## WORK INSTRUCTIONS
Search the data for "Hill" and copy every matching line.

## MATERIAL SHOWN
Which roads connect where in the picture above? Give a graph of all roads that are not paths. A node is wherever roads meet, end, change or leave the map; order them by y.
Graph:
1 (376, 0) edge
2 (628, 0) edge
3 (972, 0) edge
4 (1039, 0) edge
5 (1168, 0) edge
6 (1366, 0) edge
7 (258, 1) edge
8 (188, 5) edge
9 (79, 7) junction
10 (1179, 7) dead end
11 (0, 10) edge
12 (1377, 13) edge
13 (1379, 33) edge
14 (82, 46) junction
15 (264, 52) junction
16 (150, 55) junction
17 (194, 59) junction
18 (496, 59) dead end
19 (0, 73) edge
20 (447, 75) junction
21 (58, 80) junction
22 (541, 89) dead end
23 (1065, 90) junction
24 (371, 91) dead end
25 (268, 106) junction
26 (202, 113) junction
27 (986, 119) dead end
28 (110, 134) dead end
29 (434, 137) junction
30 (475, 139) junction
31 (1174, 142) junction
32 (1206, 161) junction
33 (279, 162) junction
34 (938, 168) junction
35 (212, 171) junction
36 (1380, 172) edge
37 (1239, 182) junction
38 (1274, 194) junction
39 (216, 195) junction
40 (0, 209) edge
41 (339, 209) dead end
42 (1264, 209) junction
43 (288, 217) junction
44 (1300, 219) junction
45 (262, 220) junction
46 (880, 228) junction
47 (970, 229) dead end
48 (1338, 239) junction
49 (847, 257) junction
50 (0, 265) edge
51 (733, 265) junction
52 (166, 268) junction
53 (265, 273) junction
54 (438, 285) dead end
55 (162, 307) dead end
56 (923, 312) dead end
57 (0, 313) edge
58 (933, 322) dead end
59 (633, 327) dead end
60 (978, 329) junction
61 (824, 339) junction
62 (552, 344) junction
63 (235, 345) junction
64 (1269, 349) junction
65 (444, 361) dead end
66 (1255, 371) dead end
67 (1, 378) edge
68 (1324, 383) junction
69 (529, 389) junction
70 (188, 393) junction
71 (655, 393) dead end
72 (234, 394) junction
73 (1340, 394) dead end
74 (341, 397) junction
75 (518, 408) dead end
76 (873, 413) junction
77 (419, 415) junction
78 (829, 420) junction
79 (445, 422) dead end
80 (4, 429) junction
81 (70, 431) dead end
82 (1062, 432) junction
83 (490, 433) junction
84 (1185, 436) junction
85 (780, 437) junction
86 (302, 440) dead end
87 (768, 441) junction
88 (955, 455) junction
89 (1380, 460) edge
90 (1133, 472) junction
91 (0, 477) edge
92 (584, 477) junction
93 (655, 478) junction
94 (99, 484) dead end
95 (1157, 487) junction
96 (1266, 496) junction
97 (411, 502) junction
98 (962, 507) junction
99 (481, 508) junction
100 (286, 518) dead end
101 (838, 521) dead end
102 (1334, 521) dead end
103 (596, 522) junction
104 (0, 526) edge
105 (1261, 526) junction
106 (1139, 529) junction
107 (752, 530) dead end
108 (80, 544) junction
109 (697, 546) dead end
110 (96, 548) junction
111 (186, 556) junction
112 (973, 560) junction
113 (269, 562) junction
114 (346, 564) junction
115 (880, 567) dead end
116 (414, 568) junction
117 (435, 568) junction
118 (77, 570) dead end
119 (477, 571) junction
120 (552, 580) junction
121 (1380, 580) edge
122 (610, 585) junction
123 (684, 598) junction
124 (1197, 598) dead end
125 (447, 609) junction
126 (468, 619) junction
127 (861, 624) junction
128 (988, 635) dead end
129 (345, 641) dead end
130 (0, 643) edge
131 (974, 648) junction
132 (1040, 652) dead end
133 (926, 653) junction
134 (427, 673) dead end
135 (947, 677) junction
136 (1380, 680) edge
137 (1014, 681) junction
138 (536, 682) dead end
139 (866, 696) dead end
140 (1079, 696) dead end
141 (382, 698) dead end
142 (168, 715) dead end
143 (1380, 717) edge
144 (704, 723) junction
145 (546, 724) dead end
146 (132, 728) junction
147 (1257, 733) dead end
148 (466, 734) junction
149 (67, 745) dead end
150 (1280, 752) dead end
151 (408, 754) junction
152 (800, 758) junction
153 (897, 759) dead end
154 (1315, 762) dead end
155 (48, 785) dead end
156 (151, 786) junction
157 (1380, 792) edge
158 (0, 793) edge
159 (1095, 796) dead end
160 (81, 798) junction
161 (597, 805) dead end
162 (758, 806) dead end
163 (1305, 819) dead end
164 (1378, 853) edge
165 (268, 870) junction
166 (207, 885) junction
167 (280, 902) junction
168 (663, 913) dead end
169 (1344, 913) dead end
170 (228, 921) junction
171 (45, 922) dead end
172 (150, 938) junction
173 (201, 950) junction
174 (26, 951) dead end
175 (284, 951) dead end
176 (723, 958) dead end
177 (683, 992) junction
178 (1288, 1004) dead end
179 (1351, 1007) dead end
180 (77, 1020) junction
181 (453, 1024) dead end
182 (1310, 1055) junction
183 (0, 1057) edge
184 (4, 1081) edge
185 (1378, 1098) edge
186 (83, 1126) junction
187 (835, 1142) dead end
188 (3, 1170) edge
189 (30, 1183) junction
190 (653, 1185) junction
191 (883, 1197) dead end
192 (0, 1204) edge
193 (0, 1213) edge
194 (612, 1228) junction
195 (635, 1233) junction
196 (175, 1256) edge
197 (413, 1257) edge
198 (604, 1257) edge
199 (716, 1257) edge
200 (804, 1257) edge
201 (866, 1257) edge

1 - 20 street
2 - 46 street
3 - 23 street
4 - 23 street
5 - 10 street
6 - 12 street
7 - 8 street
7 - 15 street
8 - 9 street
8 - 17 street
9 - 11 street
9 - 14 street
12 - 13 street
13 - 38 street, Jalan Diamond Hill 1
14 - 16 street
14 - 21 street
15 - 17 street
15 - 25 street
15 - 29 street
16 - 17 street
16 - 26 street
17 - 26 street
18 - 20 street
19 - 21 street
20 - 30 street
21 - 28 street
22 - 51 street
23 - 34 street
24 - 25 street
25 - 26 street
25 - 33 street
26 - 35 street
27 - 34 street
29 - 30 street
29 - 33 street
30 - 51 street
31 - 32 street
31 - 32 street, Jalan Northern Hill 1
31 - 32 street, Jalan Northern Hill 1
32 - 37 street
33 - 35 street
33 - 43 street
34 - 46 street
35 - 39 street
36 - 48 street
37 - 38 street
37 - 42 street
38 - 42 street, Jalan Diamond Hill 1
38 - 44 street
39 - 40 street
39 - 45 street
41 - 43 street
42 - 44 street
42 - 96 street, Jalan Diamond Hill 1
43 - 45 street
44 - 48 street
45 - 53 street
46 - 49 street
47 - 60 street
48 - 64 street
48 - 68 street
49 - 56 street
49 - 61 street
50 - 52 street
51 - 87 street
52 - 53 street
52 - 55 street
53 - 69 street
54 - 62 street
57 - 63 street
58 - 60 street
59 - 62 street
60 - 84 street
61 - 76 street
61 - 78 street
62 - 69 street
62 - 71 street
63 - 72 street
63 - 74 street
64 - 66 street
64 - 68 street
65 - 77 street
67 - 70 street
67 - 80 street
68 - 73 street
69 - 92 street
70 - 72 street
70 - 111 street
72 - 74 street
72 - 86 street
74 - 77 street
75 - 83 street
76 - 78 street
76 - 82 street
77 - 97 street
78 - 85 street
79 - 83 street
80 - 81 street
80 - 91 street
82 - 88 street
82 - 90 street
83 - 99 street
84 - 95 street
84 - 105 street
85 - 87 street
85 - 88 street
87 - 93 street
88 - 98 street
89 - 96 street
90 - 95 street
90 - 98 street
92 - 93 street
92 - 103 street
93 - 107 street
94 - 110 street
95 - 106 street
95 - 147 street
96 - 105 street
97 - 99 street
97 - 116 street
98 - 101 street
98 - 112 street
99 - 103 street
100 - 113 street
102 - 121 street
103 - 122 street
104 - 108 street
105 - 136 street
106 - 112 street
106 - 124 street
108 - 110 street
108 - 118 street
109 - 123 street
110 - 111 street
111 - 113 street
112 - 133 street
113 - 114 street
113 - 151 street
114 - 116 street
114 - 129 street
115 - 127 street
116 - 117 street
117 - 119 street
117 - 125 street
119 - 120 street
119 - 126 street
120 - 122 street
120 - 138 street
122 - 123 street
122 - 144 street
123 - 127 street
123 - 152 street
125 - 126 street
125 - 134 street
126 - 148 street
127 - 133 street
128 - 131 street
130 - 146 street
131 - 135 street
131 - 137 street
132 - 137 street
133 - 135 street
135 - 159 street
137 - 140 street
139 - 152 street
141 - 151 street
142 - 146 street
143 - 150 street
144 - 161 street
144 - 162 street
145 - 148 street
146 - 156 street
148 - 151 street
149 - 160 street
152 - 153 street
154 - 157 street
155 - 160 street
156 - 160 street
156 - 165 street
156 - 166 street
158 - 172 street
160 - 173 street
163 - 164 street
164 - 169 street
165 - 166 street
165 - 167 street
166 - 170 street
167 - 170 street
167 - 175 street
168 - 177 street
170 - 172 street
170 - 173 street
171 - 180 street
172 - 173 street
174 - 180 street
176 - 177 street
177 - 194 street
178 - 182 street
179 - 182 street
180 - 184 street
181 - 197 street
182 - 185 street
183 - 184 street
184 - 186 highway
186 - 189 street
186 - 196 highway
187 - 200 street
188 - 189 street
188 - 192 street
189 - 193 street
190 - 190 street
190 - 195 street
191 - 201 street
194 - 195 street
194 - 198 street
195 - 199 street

## REPLY
13 - 38 street, Jalan Diamond Hill 1
31 - 32 street, Jalan Northern Hill 1
31 - 32 street, Jalan Northern Hill 1
38 - 42 street, Jalan Diamond Hill 1
42 - 96 street, Jalan Diamond Hill 1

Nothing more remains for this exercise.